Nachdem auch der Frühstücksabwasch erledigt war, gesellte sich Martin zu uns, um das Mittagessen vorzubereiten. Dann mussten Hannah und ich aus dem Gemüselager Kartoffeln holen, was bei dem hohen Wellengang kein Vergnügen war. Denn die Wellen schlugen an der Seite durch die Ablaufluken ein und überspülten das ganze Deck. Als ich dann alle Kartoffeln rausgeholt hatte und gerade wieder die Tür verschließen wollte, wurde das ganze Deck überspült und wir standen kurzzeitig bis zu den Schultern im Wasser. Um selber nicht weggespült zu werden, musste Hannah die Kiste loslassen und sich selber festhalten. Dadurch wurde die Kiste durch die Ablaufluke gespült und verschwand in den Tiefen des Ozeans mitsamt 20 Kilo Kartoffeln. Nach diesem Vorfall mussten wir uns nun überlegen, was wir als Alternative zu den Kartoffeln machen könnten. Die Wahl fiel auf Brotklöße mit Sauerkraut, die wir statt der Kartoffeln zu dem Schweinebraten servierten. Es wurde zwar etwas stressig, wurde aber dennoch einigermaßen pünktlich fertig. Es hatte allen sehr gut geschmeckt und der Abwasch ging auch schnell.
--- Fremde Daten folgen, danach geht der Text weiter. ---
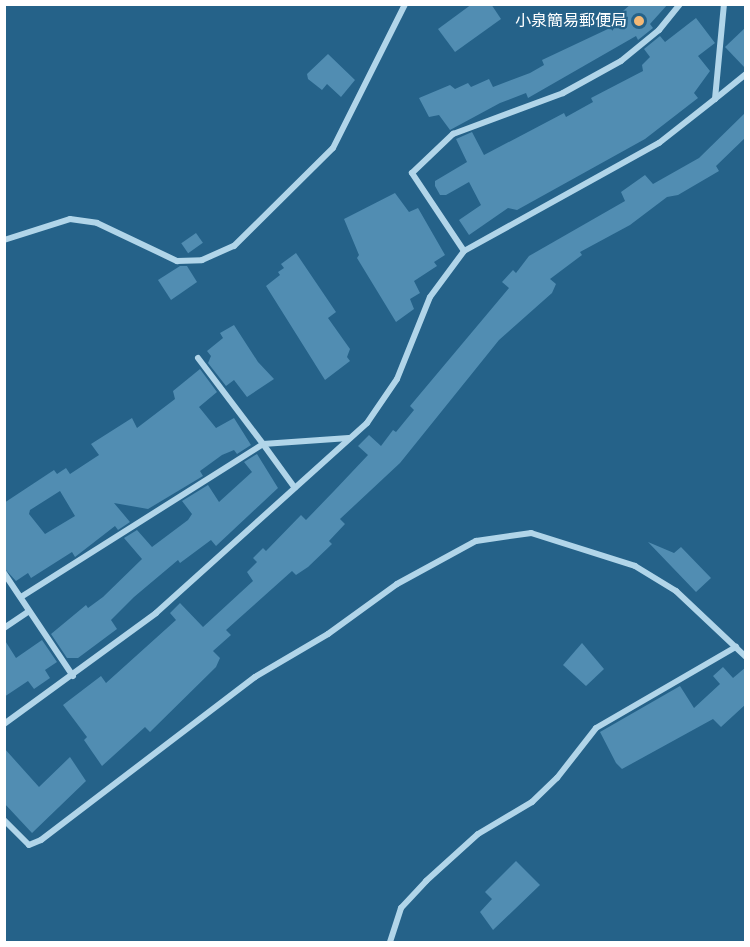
<!DOCTYPE html>
<meta charset="utf-8">
<style>
body{margin:0}
#map{position:relative;width:750px;height:947px;overflow:hidden;background:#256289;font-family:Cabin,"Noto Sans JP",sans-serif}
div>[style]{position:absolute}
[style*='--x']{left:calc(var(--x)*1px);top:calc(var(--y)*1px);width:calc(var(--w)*1px);rotate:calc(var(--a)*1deg)}
.building>*{inset:0;background:#518db2;transform-origin:0 0}
.minor>*{height:6px;margin:-3px;padding:0 3px;transform-origin:3px;border-radius:3px;background:#b1d5e9}
.dots>*{width:16px;height:16px;translate:-50% -50%;box-sizing:border-box;border:3px solid #256289;border-radius:50%}
span{translate:-50% -50%;white-space:nowrap;text-align:center;line-height:1.15;-webkit-text-stroke:4.5px #256289;paint-order:stroke}
.poi-label{font-size:16px;color:#fff}
.right{translate:-100% -50%;text-align:right}
.frame{position:absolute;inset:0;border:6px solid #fff;pointer-events:none}
</style>
<div id="map">
<div class="building">
<div style="clip-path:polygon(472px 4px,491px 4px,501px 19px,455px 52px,438px 29px)"></div>
<div style="clip-path:polygon(631px 4px,668px 4px,650px 24px,653px 28px,638px 40px,636px 36px,528px 98px,526px 93px,500px 103px,450px 130px,439px 115px,429px 117px,419px 98px,450px 85px,455px 89px,468px 83px,471px 87px,489px 79px,493px 87px,530px 73px,544px 65px,542px 60px,610px 28px,608px 24px)"></div>
<div style="clip-path:polygon(696px 18px,715px 43px,698px 56px,710px 71px,694px 93px,698px 98px,645px 139px,517px 210px,508px 208px,469px 235px,459px 220px,481px 205px,469px 182px,446px 195px,440px 195px,435px 186px,435px 181px,467px 162px,456px 139px,472px 132px,484px 155px,564px 113px,566px 117px,593px 102px,591px 98px,643px 71px,642px 65px,650px 57px,644px 49px,660px 36px,665px 42px)"></div>
<div style="clip-path:polygon(746px 27px,746px 69px,725px 47px)"></div>
<div style="clip-path:polygon(328px 54px,355px 80px,341px 97px,327px 84px,322px 90px,308px 79px,307px 74px)"></div>
<div style="clip-path:polygon(746px 112px,746px 137px,716px 166px,719px 171px,678px 195px,667px 197px,630px 225px,580px 252px,582px 255px,550px 279px,556px 284px,552px 293px,499px 340px,400px 463px,340px 519px,345px 524px,329px 541px,332px 544px,308px 567px,296px 575px,292px 571px,226px 630px,231px 635px,213px 651px,220px 658px,216px 667px,150px 732px,145px 727px,102px 766px,84px 740px,87px 737px,63px 705px,101px 676px,106px 683px,176px 620px,170px 613px,180px 603px,203px 627px,253px 581px,247px 572px,257px 562px,253px 558px,263px 548px,266px 551px,301px 515px,306px 520px,334px 491px,368px 455px,358px 446px,369px 435px,381px 446px,393px 430px,396px 432px,414px 410px,410px 406px,509px 288px,502px 282px,513px 270px,516px 273px,529px 256px,625px 201px,621px 192px,645px 175px,653px 184px,699px 158px)"></div>
<div style="clip-path:polygon(395px 193px,409px 212px,418px 208px,445px 255px,434px 262px,437px 266px,414px 281px,420px 293px,410px 299px,414px 309px,396px 322px,357px 258px,359px 255px,344px 219px)"></div>
<div style="left:196px;top:233px;width:12px;height:18px;rotate:55deg"></div>
<div style="clip-path:polygon(296px 253px,336px 312px,328px 318px,350px 349px,347px 357px,350px 361px,325px 380px,266px 286px,280px 275px,278px 272px,284px 268px,281px 264px)"></div>
<div style="clip-path:polygon(180px 266px,187px 266px,197px 282px,171px 300px,158px 280px)"></div>
<div style="clip-path:polygon(234px 325px,258px 362px,274px 379px,247px 397px,234px 380px,226px 386px,208px 363px,211px 356px,207px 351px,223px 338px,220px 333px)"></div>
<div style="clip-path:polygon(evenodd,200px 369px,217px 392px,199px 407px,216px 428px,234px 418px,251px 445px,237px 454px,234px 450px,222px 455px,200px 471px,203px 476px,148px 509px,114px 503px,130px 522px,118px 530px,115px 526px,75px 557px,72px 552px,31px 578px,28px 573px,16px 581px,4px 568px,4px 503px,54px 470px,57px 474px,66px 468px,70px 474px,99px 455px,91px 444px,132px 418px,137px 428px,175px 399px,173px 391px,200px 369px,60px 491px,75px 516px,45px 534px,29px 514px,30px 510px,60px 491px)"></div>
<div style="clip-path:polygon(257px 454px,278px 488px,216px 546px,211px 540px,180px 563px,178px 560px,134px 597px,111px 620px,117px 629px,78px 658px,67px 658px,51px 634px,86px 605px,88px 608px,103px 597px,142px 559px,124px 538px,137px 530px,152px 547px,188px 520px,192px 514px,182px 501px,208px 485px,219px 502px,252px 472px,244px 462px)"></div>
<div style="clip-path:polygon(648px 542px,674px 553px,681px 547px,711px 578px,696px 592px)"></div>
<div style="clip-path:polygon(4px 639px,16px 658px,42px 640px,57px 662px,45px 670px,50px 678px,34px 689px,28px 681px,4px 697px)"></div>
<div style="clip-path:polygon(582px 643px,604px 669px,586px 686px,563px 665px)"></div>
<div style="clip-path:polygon(723px 667px,733px 678px,746px 667px,746px 704px,721px 727px,713px 719px,622px 769px,616px 763px,600px 732px,680px 686px,694px 708px,720px 684px,713px 676px)"></div>
<div style="clip-path:polygon(4px 748px,39px 787px,70px 757px,86px 781px,32px 833px,4px 803px)"></div>
<div style="clip-path:polygon(516px 861px,540px 885px,493px 930px,480px 912px,492px 899px,485px 892px)"></div>
</div>
<div class="minor">
<div style="--x:715;--y:99;--w:40;--a:-39"></div>
<div style="--x:4;--y:240;--w:69;--a:-17.7"></div>
<div style="--x:70;--y:219;--w:27;--a:8"></div>
<div style="--x:97;--y:223;--w:89;--a:25.4"></div>
<div style="--x:177;--y:261;--w:25;--a:-2"></div>
<div style="--x:202;--y:260;--w:35;--a:-24"></div>
<div style="--x:234;--y:246;--w:139;--a:-44.7"></div>
<div style="--x:333;--y:148;--w:161;--a:-63.4"></div>
<div style="--x:464;--y:251;--w:94;--a:-123.7"></div>
<div style="--x:412;--y:173;--w:57;--a:-43.6"></div>
<div style="--x:453;--y:134;--w:117;--a:-20.4"></div>
<div style="--x:563;--y:93;--w:66;--a:-28.9"></div>
<div style="--x:621;--y:61;--w:49;--a:-39.2"></div>
<div style="--x:659;--y:30;--w:33;--a:-51"></div>
<div style="--x:198;--y:358;--w:108;--a:52.9"></div>
<div style="--x:263;--y:444;--w:86;--a:-4"></div>
<div style="--x:4;--y:573;--w:124;--a:56.2"></div>
<div style="--x:21;--y:597;--w:286;--a:-32.3"></div>
<div style="--x:263;--y:444;--w:54;--a:54"></div>
<div style="--x:4;--y:628;--w:30;--a:-34"></div>
<div style="--x:4;--y:724;--w:188;--a:-36.1"></div>
<div style="--x:156;--y:613;--w:284;--a:-42"></div>
<div style="--x:367;--y:423;--w:53;--a:-55.7"></div>
<div style="--x:397;--y:379;--w:88;--a:-68.1"></div>
<div style="--x:430;--y:297;--w:57;--a:-53.5"></div>
<div style="--x:464;--y:251;--w:223;--a:-29"></div>
<div style="--x:659;--y:143;--w:71;--a:-38.2"></div>
<div style="--x:715;--y:99;--w:95;--a:-84.6"></div>
<div style="--x:4;--y:820;--w:35;--a:45"></div>
<div style="--x:29;--y:845;--w:13;--a:-23"></div>
<div style="--x:41;--y:840;--w:269;--a:-37.3"></div>
<div style="--x:255;--y:677;--w:85;--a:-30.5"></div>
<div style="--x:328;--y:634;--w:85;--a:-35.9"></div>
<div style="--x:397;--y:584;--w:90;--a:-28.6"></div>
<div style="--x:476;--y:541;--w:56;--a:-8.3"></div>
<div style="--x:531;--y:533;--w:109;--a:17.6"></div>
<div style="--x:635;--y:566;--w:48;--a:31.4"></div>
<div style="--x:676;--y:591;--w:96;--a:43.3"></div>
<div style="--x:390;--y:942;--w:36;--a:-72"></div>
<div style="--x:401;--y:908;--w:37;--a:-47"></div>
<div style="--x:426;--y:881;--w:70;--a:-42.1"></div>
<div style="--x:478;--y:834;--w:63;--a:-30.7"></div>
<div style="--x:532;--y:802;--w:35;--a:-44"></div>
<div style="--x:557;--y:778;--w:63;--a:-52"></div>
<div style="--x:596;--y:728;--w:162;--a:-30.1"></div>
</div>
<div class="dots">
<div style="left:639px;top:21px;background:#f4b875"></div>
</div>
<div class="poi-label">
<span class="right" style="left:627px;top:21px">小泉簡易郵便局</span>
</div>
<div class="frame"></div>
</div>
Zum 16:00 Snack gab es griechischen Joghurt mit Honig und zum Abend eine Hühnersuppe. Nachdem wir die Küche gründlich gereinigt hatten, alles andere auch fertig war, wurde mir wieder klar, dass das mein letztes Mal Küchendienst gewesen, und die Reise in neun Tagen vorbei ist. Es macht mich schon irgendwie traurig, dass die Reise bald vorbei ist, aber auch sehr glücklich das ich bald wieder zu Hause bei meiner Familie und meinen Freunden sein kann.

Grüße gehen raus an meine Mutter, meinen Vater und meine Schwester. Ich freue mich riesig darauf euch bald wieder zu sehen!